Little did I know after that exchange how Uber would change my life. The following year, being a freelance writer working from home, I was looking into more ways to earn money. Uber seemed perfect for me and it worked well with my schedule, it also had the added bonus of meeting new people.

Andrew Caballero-Reynolds/AFP/Getty Images

Since my first ride in the fall of 2015, I’ve given 3700 rides. 99% have gone smoothly. The main problems I encounter in Canada are drunk riders, wait times and driving through the bleak cold winter. I am Canadian, so I drive Uber when I am back at home, but now in Chiang Mai, Thailand, I can begin to see how the drivers here go through exactly what I do at home, and that mutual understanding is bringing me closer to one of my most adored cities in the world.

My first experience was taking an Uber to Citylife office from the Old City. With having no Wi-Fi once I stepped out of my home, it was a little bit of a struggle to find my driver, but it eventually worked out. The lack of a Thai number was problematic, as most drivers her prefer calling to using the in-app messenger service.

We were off and as we approached the address on the map 45 minutes later through congested traffic, I began to feel concerned as the driver dipped and darted through a number of smaller roads – the GPS on his dashboard recalculating after every turn. Soon enough we ‘arrived’ at our destination, miles away from where I wanted to be. After a broken English conversation, we managed to work out where to go and he set off again.

This is a problem I have encountered as a driver in Canada, the map is on rare occasion, out of date, something I suspect Chiang Mai struggles with more than Canada given the vast amount of new developments cropping up across the city.

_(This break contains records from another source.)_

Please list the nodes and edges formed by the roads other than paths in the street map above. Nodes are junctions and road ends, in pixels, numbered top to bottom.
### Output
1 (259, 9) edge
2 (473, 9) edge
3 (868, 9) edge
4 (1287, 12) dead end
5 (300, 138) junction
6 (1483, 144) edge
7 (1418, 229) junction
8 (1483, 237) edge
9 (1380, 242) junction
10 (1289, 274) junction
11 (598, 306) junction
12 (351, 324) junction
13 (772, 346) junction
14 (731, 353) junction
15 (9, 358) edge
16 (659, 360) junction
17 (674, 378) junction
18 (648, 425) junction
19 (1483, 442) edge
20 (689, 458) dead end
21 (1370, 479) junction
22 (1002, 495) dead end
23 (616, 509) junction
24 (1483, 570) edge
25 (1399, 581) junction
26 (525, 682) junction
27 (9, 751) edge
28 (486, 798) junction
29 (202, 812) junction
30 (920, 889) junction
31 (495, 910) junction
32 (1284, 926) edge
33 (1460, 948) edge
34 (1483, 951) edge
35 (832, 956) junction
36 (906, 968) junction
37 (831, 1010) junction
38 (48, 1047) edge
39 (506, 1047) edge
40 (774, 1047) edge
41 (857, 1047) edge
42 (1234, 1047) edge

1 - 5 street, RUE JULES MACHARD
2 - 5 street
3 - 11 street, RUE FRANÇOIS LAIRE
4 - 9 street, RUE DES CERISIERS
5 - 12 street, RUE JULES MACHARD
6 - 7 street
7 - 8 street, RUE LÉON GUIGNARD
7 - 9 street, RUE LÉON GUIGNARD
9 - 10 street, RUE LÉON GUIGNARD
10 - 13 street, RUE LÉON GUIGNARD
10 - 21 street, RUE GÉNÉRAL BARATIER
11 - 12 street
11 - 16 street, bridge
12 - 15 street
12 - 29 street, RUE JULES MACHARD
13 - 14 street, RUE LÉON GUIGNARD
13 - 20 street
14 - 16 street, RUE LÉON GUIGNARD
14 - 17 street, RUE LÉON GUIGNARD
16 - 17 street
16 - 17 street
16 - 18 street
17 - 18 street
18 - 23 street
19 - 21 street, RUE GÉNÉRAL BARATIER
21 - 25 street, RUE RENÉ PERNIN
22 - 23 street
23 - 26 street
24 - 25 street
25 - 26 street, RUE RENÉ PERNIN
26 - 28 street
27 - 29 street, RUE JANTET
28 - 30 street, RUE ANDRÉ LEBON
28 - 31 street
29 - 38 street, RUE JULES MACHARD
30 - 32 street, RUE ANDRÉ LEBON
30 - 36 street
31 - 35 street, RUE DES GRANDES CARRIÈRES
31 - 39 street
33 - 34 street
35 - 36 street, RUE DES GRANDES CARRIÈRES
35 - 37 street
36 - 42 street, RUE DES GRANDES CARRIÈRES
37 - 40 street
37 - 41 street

My next Chiang Mai Uber encounter was a fun one. Having finished a wonderful day exploring Wat Pha Lat with some friends, we discovered a parking lot at the top of the temple. This would save us the 2km walk back down to where we were first dropped off. As we were a good 20 minutes out of town it took some time to hail a car but in the end we were lucky and a very friendly female driver took us back to town, earning herself a very generous tip.

As both a driver and a rider of Uber, I can tell you that the life of an Uber driver is the same world over. As for new Uber cities like Chiang Mai (celebrating their 1st year anniversary last November), there are obviously kinks that need to be ironed out. What was different was the cost however. In Canada it would cost almost ten times the amount here, and different currencies and day to day costs aside, I felt sorry for the little cash I know the drivers here get, so I like to tip where I can.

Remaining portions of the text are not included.